Asie hors émergents

Japon : le bilan de la catastrophe en un graphique

Japon : le bilan de la catastrophe en un graphique

La facture de la double catastrophe qui a frappé le Japon, le 11 mars, pourrait atteindre 235 milliards de dollars à l’Archipel, soit 4 % de sa production nationale, selon la Banque mondiale. La croissance devrait toutefois reprendre «quand les efforts de reconstruction s’accéléreront», estime-t-elle. 

 « Si l’on se base sur l’expérience passée, la croissance réelle du PIB sera affectée négativement à la mi-2011 », indique la Banque mondiale dans son dernier rapport sur l’économie de l’Asie de l’Est et du Pacifique.

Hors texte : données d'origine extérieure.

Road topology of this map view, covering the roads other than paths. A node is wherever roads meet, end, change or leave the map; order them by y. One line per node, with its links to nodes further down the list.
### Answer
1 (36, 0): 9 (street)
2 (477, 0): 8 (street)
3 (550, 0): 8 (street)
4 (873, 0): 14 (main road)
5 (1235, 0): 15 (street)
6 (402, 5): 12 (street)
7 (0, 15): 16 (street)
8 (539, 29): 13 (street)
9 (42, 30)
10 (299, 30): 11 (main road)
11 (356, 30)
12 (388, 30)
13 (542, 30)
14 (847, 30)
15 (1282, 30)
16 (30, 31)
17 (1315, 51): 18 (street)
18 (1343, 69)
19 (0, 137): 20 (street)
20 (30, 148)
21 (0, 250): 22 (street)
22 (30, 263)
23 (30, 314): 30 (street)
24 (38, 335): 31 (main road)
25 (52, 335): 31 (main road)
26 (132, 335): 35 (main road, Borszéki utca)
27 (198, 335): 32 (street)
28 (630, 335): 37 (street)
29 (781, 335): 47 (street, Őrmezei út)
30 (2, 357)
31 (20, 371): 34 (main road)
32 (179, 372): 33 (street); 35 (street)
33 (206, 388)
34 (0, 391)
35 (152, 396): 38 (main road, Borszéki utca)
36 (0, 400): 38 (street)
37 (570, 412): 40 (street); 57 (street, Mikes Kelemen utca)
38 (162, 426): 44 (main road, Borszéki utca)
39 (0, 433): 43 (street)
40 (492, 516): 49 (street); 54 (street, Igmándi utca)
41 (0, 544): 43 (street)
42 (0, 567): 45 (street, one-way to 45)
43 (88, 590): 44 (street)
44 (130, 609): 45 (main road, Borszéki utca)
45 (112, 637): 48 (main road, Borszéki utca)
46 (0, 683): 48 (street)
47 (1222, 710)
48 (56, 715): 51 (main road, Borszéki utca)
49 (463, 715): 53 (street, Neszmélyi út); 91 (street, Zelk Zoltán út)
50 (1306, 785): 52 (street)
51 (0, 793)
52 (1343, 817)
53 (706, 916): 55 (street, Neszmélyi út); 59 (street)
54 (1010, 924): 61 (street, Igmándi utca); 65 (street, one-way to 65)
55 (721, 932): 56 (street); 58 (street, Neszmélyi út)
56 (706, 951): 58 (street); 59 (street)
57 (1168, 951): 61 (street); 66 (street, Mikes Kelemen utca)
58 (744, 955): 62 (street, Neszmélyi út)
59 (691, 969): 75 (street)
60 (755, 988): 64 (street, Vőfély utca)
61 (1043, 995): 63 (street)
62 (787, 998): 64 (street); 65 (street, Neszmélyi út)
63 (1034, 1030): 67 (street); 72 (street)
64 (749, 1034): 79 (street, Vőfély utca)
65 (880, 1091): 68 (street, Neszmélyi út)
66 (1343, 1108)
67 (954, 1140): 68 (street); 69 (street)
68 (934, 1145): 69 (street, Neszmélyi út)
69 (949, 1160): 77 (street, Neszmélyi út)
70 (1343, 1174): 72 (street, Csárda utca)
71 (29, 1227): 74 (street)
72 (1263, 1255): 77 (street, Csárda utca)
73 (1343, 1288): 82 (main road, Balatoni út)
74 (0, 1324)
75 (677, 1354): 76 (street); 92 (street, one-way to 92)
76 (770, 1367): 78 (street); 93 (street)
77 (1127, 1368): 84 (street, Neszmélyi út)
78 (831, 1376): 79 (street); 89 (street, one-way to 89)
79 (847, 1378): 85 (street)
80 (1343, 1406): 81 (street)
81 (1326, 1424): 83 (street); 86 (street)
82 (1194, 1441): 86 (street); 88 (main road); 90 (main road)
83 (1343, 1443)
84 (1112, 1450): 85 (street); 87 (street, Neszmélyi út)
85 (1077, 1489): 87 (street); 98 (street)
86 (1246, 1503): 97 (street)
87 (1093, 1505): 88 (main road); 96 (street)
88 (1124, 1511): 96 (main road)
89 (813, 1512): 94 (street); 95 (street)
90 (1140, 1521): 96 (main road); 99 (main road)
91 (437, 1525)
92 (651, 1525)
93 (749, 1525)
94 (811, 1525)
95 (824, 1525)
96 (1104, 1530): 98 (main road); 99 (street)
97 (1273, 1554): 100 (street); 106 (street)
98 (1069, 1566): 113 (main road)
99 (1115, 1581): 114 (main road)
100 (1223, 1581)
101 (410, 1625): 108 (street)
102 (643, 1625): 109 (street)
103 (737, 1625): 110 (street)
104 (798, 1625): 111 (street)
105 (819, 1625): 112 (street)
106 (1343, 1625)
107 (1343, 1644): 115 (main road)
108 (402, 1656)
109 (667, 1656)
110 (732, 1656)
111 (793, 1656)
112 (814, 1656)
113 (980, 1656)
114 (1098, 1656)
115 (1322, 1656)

L’estimation la plus basse de la banque évoque un coût de 122 milliards de dollars (86 milliards d’euros), soit 2,5 % du PIB. Selon Vikram Nehru, économiste régional en chef de l’organisme international, les catatrophes au Japon pourraient également avoir un impact sur le reste de l’Asie, mais il note qu’il est trop tôt pour en estimer le coût pour la région.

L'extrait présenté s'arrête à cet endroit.